Риба вот-вот расскажет ему, что ездил в Лион исключительно для того, чтобы похоронить все существующие в мире литературные теории, включая ту, что он сам создал прямо в отеле. Ему очень хочется найти в себе силы высказать это, потому что последние отцовские слова показались ему совсем не смешными. Но он сдерживается. Потом встает и приступает к церемонии прощания. Во-первых, дождь кончился. Во-вторых, он знает, что, когда родители выговаривают ему за что-то, – это, как правило, просто уловка, попытка задержать его еще чуть-чуть. Но он не может оставаться там ни минутой дольше. Он вдруг понимает, что позволил отцу чересчур контролировать свою жизнь. Да, он – единственный сын, к тому же бездетный, и, наверное, поэтому он так неестественно, так по-детски зависит от родителей, но всему должен быть предел. Когда-то они с отцом страшно ссорились. Потом наступил мир. Но в такие дни, как сегодня, Рибе кажется, что отец тоскует по временам, когда у них случались серьезные размолвки и баталии. Как если бы он предпочитал хорошую рукопашную миру и взаимопониманию. С другой стороны, не исключено, что ссоры позволяют его старому отцу чувствовать себя живее, и он бессознательно ищет повода для скандала.
Можно сказать, что Риба любит отца, хотя это и довольно новое для него чувство. Он любит его ум, его неявную доброту, невостребованные литературные способности. Он с удовольствием издал бы отцовский роман. Он любит этого старика, всегда такого властного и несгибаемого, такого настоящего отца XIX века, взрастившего в нем, своем сыне, потребность подчиняться, необходимость быть послушным мальчиком и благодарить отца, когда тот направляет его шаги.
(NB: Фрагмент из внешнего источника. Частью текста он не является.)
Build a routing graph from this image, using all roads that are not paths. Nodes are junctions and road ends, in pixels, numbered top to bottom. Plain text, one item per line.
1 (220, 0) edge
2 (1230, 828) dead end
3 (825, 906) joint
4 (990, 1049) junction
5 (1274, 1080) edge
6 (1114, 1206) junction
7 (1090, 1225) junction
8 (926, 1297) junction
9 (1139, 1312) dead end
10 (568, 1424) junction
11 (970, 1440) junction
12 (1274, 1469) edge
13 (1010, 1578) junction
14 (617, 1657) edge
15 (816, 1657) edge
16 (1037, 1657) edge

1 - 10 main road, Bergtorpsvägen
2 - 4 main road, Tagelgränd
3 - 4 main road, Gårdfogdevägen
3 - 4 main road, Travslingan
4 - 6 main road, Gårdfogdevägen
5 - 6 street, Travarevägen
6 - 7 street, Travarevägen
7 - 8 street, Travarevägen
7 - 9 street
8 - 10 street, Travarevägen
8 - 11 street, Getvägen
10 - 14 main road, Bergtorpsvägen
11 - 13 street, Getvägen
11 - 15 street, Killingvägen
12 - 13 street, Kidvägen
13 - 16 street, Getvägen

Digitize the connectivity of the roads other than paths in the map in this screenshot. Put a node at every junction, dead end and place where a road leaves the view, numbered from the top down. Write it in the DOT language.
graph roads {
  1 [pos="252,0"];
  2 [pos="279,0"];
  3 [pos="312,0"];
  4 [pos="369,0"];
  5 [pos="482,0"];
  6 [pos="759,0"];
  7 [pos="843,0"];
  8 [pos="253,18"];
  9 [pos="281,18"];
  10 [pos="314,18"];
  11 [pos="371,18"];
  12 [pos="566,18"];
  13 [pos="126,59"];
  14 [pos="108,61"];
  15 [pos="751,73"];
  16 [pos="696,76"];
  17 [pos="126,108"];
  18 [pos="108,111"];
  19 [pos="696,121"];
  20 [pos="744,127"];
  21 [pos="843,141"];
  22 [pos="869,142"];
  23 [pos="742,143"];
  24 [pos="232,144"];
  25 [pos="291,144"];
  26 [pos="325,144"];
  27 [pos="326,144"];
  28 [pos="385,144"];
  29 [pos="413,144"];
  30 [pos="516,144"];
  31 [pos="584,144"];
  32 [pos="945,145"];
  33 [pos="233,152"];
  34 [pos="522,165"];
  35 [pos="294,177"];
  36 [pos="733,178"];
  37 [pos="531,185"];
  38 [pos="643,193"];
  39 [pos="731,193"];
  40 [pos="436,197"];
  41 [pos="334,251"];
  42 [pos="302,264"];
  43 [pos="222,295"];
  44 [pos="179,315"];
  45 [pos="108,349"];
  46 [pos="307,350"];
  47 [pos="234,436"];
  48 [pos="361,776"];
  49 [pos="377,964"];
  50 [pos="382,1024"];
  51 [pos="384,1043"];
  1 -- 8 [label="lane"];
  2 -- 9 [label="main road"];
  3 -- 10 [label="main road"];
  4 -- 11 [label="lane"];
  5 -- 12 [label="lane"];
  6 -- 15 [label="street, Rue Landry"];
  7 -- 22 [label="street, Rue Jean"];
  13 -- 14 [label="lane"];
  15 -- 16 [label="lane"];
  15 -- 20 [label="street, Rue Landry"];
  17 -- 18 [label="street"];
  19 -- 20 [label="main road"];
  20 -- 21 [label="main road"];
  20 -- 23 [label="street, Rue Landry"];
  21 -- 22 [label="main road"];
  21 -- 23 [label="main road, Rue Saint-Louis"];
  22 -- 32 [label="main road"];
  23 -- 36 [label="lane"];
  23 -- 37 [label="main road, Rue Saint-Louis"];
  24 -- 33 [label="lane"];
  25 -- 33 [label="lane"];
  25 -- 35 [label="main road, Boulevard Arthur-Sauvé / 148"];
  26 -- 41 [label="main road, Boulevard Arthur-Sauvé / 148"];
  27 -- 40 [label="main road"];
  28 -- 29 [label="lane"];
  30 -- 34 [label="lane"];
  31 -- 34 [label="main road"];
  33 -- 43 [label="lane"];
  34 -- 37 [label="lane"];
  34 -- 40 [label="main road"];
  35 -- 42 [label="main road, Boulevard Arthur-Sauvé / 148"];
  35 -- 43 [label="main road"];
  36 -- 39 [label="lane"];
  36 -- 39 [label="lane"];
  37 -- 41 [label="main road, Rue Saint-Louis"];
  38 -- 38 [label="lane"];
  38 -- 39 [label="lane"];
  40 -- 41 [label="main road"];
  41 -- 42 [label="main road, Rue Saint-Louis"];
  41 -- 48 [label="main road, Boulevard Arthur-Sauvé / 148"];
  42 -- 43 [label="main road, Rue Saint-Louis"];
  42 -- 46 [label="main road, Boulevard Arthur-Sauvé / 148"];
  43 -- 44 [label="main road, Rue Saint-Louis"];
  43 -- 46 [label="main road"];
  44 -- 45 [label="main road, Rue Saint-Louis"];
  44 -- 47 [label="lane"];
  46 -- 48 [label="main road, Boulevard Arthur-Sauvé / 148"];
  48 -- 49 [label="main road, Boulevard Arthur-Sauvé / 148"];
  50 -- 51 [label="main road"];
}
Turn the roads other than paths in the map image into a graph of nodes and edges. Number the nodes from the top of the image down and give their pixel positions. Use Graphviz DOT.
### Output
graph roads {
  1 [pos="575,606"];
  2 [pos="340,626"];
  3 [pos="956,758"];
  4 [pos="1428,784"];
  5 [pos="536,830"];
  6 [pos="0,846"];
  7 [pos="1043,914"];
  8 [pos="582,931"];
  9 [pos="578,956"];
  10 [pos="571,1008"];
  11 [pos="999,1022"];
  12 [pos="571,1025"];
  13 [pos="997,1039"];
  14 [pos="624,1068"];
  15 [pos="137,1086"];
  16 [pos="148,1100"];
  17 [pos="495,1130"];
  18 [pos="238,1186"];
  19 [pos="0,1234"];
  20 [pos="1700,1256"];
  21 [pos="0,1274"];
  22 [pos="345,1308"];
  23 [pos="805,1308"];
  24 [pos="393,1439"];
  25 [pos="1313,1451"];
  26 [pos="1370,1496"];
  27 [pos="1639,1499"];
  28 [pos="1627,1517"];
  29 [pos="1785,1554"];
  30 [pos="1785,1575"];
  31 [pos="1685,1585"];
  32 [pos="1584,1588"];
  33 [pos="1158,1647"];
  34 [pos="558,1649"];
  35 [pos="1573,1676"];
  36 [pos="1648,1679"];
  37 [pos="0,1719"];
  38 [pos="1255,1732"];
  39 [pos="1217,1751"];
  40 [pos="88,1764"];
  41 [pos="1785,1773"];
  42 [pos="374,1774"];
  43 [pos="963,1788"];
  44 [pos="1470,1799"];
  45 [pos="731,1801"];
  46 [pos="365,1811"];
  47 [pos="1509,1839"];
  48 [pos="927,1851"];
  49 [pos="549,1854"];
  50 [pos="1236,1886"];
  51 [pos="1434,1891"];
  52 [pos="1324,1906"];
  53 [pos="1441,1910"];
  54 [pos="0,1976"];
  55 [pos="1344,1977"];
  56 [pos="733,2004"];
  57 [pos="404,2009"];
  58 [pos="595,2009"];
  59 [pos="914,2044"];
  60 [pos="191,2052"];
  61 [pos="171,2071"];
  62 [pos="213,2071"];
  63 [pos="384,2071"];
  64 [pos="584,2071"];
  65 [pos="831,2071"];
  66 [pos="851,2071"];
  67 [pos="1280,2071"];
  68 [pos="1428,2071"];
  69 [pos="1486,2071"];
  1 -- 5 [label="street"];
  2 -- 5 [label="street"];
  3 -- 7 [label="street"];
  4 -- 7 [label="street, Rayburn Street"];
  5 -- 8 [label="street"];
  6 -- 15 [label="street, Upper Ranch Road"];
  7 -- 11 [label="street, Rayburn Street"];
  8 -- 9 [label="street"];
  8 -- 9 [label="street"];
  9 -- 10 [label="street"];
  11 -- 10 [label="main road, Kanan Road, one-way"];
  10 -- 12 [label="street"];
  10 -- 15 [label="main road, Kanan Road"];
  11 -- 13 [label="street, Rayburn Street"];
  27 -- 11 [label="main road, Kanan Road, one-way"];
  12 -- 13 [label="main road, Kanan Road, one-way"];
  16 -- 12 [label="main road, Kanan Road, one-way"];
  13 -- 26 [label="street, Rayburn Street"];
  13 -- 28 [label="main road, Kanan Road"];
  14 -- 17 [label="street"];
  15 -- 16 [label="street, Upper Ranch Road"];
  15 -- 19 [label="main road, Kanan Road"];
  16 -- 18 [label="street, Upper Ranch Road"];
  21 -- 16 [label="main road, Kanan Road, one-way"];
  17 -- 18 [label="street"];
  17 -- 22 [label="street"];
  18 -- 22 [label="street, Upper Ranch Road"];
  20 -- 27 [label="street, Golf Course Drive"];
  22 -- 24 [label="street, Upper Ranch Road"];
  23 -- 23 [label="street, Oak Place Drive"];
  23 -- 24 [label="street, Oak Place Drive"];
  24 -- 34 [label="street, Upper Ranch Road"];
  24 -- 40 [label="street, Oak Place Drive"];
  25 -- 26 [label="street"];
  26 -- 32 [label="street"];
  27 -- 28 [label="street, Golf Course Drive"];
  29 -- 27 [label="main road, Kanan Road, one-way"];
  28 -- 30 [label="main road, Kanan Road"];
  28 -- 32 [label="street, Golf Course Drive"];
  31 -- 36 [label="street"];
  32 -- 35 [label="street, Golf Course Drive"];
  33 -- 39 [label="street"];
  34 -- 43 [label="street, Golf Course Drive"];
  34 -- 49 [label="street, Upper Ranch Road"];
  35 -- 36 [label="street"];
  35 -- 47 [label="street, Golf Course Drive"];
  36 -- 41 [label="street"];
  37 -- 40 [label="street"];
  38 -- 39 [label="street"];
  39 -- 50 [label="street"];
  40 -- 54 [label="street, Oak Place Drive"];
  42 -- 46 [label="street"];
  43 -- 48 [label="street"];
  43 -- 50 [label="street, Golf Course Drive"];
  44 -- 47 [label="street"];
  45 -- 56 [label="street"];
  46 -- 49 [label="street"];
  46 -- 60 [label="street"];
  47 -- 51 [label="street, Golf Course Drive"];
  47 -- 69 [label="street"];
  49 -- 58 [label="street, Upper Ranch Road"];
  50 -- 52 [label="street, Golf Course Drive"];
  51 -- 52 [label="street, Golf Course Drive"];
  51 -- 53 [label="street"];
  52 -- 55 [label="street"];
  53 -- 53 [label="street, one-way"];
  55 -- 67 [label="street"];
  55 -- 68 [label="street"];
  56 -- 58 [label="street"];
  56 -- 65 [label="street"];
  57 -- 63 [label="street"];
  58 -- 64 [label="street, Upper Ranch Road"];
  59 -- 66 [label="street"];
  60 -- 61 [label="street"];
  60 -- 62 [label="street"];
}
– Ты в самом деле не хочешь ничего рассказать о Лионе? Это очень странно, сынок, очень странно, – говорит мать.
Кажется, они твердо намерены как можно дольше задерживать его всякой ерундой, словно им не хочется отпускать его домой, словно где-то в глубине души они до сих пор уверены – пусть он женатый человек, уважаемый издатель без малого шестидесяти лет, покуда он здесь, с ними, на нем по-прежнему короткие штанишки.